Alan Twigg’s tribute to Rudolf Vrba

Rudolf Vrba, who escaped Auschwitz and co-authored a report saving 200,000 lives, remains unrecognized in Vancouver despite his significant historical impact. Alan Twigg (l.) seeks to change this.” FULL STORY


#588 Trevor Clark (1955-2019)

August 02nd, 2019

Born in Toronto in 1955, ex-Vancouverite Trevor Clark died in Montreal on April 4, 2019. Clark, who moved to Vancouver in 2008, specialized in ne’er-do-well characters with vagabond tendencies and volatile relationships. He is survived by his daughter, Jade.

A coincidentally novel, Damaged at Daybreak (Now or Never 2019), mines familiar Clark territory, focussing on another less-than-lawful male roustabout, Evan Marshall, who, at his best, can be described as “a freelance hack and fly-by-night adventurer.” This anti-hero is led even further astray by a crazed but alluring alcoholic and drag addict who checks in and out of a psychiatric ward. They hatch a plan to rob a crack house with a shotgun and a cleaver for weapons. The book jacket cover image of a garish strip club makes it clear that Clark’s work is not courting sanction from the politically-correct orthodoxy of The Writers Union of Canada

A former “oil rig roughneck,” Trevor Clark also worked as a photographer, a bookstore manager and, according to his publisher, as “a home entertainment coordinator for a TV movie production company in London, where he lived for a number of years.”

His photographs have appeared in “Ross Macdonald: A Biography” by Tom Nolan, Scribner, New York, 1999; “Meanwhile There Are Letters: The Correspondence of Eudora Welty and Ross Macdonald”, edited with introduction by Tom Nolan and Suzanne Marrs, Arcade Publishing, 2015; “Interviews With Contemporary Novelists” by Diana Cooper-Clark, Macmillan, London/ St. Martin’s, New York, 1986; “Designs Of Darkness: Interviews With Detective Novelists, Popular Press by Diana Cooper-Clark, Bowling Green, Ohio, 1983, as well as in “The Globe And Mail”, “NOW”, and “The Kingston Whig-Standard”.

His works of fiction include a novella and stories in Born to Lose (ECW Press 1989) and a 2009 novel Dragging the River (Now or Never $15.95), the story of a down-and-almost-out warehouse worker named Lane Courtney. After an affair with a volatile stripper who becomes pregnant, Courtney cultivates raising the profile of the family name by assassinating President Ronald Reagan. “I am a universal vagabond,” he says. He ultimately contemplates putting a .22 in his mouth and blowing all his thoughts against a filthy wall, “but I look at those sparkling lights and I don’t.”

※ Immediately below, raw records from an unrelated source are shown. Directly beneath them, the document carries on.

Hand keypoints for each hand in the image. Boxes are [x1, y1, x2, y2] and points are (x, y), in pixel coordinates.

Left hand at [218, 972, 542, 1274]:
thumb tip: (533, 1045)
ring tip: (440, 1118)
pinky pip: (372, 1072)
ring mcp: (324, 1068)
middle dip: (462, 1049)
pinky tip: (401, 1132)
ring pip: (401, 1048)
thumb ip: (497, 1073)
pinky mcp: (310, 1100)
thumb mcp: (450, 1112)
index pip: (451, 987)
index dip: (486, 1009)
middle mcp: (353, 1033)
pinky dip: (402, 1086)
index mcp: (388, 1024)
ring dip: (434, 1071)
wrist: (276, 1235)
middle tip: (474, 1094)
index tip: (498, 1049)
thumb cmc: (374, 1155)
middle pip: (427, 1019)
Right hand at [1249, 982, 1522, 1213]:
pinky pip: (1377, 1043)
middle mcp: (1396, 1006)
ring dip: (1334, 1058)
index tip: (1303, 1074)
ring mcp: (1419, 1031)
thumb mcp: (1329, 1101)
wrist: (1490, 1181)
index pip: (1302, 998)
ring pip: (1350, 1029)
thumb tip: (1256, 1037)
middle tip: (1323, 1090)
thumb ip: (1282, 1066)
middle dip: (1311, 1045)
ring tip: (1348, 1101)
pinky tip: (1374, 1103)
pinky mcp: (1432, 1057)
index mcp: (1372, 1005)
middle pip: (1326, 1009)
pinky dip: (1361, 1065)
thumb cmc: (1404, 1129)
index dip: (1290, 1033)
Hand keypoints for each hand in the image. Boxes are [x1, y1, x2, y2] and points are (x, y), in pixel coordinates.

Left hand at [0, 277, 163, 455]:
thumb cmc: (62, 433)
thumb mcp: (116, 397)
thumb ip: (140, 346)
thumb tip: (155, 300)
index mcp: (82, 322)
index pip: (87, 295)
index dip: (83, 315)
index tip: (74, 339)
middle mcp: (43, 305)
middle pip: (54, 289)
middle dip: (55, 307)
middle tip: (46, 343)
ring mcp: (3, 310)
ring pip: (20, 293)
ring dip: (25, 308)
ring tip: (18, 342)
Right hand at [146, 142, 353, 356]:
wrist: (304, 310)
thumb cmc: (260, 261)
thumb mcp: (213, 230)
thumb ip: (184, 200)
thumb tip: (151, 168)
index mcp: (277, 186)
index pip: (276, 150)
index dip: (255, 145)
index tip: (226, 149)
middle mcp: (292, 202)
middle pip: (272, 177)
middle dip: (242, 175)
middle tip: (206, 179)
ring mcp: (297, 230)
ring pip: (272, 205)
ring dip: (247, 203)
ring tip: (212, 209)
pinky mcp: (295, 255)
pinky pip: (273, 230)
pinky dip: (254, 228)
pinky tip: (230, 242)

Clark’s next novel, Love on the Killing Floor (Now or Never Publishing, 2010), is about a down-and-out photographer in Toronto in 1992 who has an unexpected love affair with a black woman who is none-too-keen on white folks.

It has been suggested by BCBW reviewer Monica Rolinski that Trevor Clark creates such complex and diverse characters in Escape and Other Stories (Now or Never Publishing, 2012) that it’s like reading ten different stories from ten different authors. In the title story, Escape, a father picks up his ten-year-old daughter for their weekend visit. He has no intention of bringing her back to her mother. From the outset of the story, the narrator makes himself look exactly like the bad dad his estranged wife makes him out to be. His hope for becoming his daughter’s primary parent rests solely on a forged document that will get them across the border. He has not considered the most important element in his dreamed future wherein he will raise his daughter solo: Is this something his daughter wants? When he shares his plan with her, we are stuck somewhere between sympathy and revulsion. “Later, there was a scene in the room when I wouldn’t let her call her mother. During the night I tossed and turned, wondering how other fathers who took their children away managed it. Did they just lie? Say the mother was dead, that she didn’t love them-what? It had to be traumatic any way you cut it.” He feels the need to redeem himself in his daughter’s eyes, but at what cost? Life is painfully awkward much of the time, and we disappoint ourselves as much as we disappoint others. [Clark reads from Escape in New Westminster: ]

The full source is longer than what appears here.